TASK TO COMPLETE: Locate the word "Степана" in the material, then show every line that holds it.

___ EXERCISE DATA ___

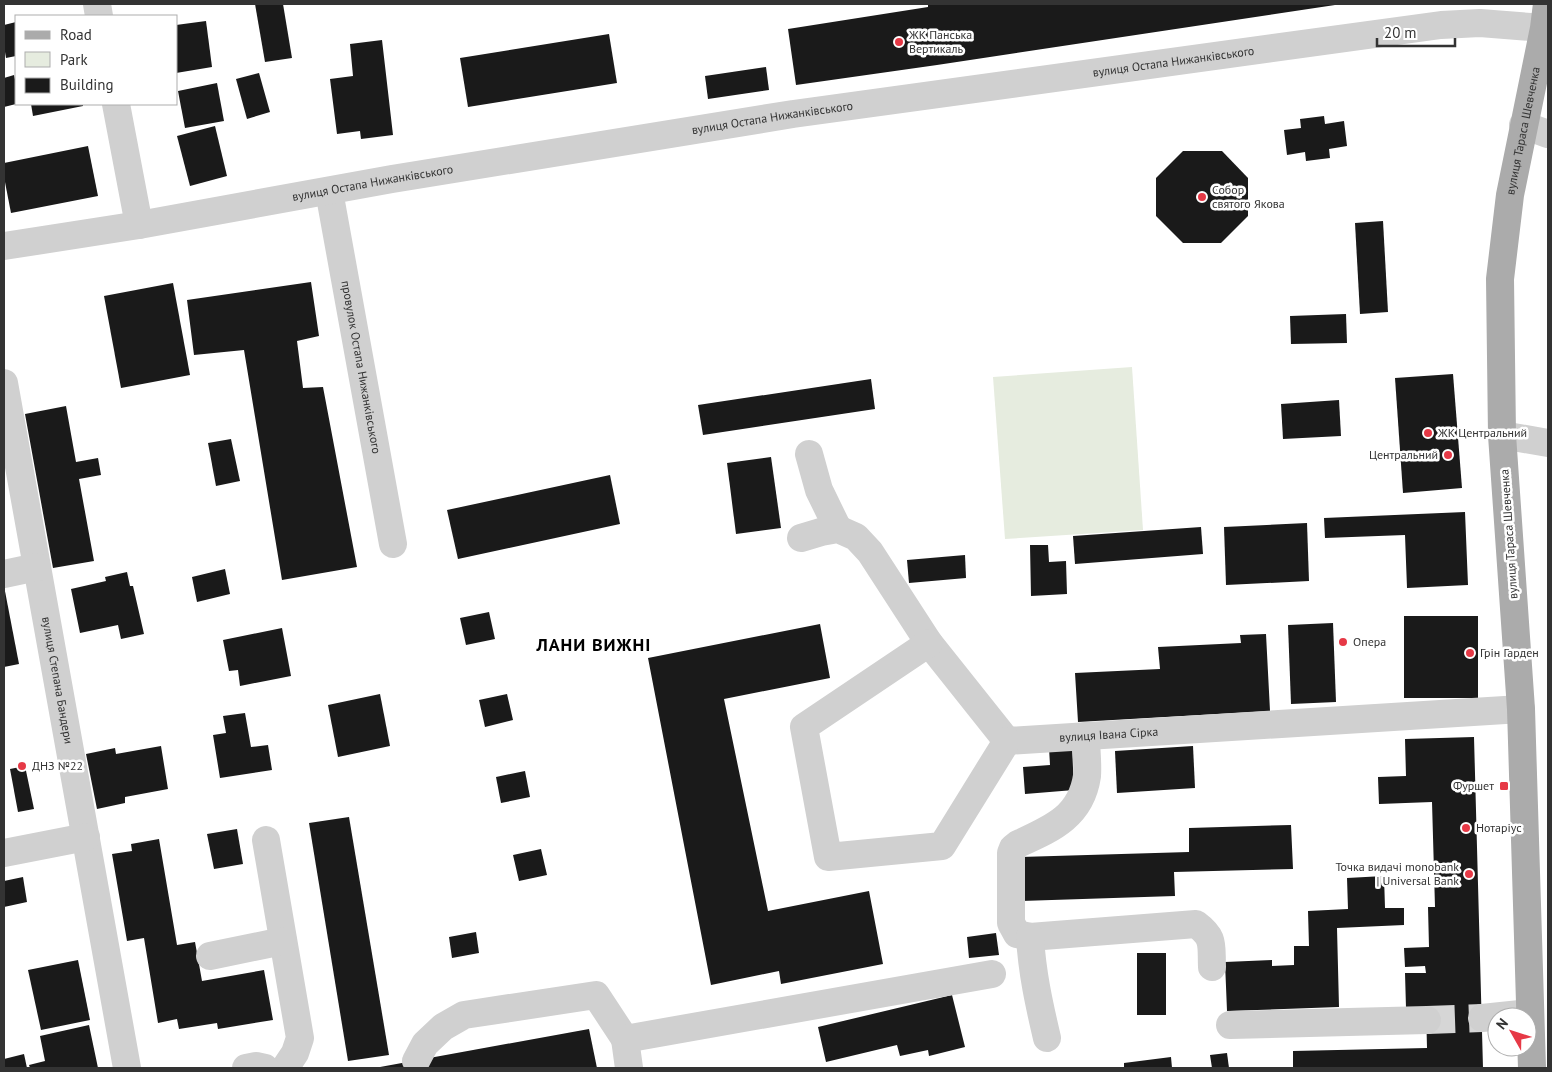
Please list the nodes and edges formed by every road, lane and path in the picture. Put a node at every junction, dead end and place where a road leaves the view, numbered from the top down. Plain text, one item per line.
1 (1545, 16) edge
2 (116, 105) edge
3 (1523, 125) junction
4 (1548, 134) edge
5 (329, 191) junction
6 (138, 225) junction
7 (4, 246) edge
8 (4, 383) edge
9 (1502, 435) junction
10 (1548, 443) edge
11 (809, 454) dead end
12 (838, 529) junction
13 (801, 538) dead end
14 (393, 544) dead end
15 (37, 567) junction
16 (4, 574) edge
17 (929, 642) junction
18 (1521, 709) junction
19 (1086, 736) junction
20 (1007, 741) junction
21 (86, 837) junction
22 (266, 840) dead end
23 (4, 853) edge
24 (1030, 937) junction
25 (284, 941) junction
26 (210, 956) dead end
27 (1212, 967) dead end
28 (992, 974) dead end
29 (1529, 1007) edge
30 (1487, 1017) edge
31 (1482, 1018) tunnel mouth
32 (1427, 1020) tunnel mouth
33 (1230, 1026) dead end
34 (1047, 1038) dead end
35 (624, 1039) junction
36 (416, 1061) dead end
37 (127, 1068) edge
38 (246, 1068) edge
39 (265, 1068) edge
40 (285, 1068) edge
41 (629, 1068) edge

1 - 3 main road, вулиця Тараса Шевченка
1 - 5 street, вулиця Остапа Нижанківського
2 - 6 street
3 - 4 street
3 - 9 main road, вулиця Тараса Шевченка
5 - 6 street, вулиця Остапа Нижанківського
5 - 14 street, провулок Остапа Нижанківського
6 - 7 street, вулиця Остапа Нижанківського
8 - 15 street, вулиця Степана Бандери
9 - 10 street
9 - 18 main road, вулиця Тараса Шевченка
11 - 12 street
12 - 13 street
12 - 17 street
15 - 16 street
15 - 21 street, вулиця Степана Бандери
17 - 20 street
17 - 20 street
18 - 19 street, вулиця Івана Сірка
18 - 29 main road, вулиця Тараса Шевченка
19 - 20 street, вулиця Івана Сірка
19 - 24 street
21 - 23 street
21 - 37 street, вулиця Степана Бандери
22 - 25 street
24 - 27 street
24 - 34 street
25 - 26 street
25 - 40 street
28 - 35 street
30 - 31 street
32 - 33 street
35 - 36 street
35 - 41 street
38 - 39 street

___

SOLVED PROBLEM:
8 - 15 street, вулиця Степана Бандери
15 - 21 street, вулиця Степана Бандери
21 - 37 street, вулиця Степана Бандери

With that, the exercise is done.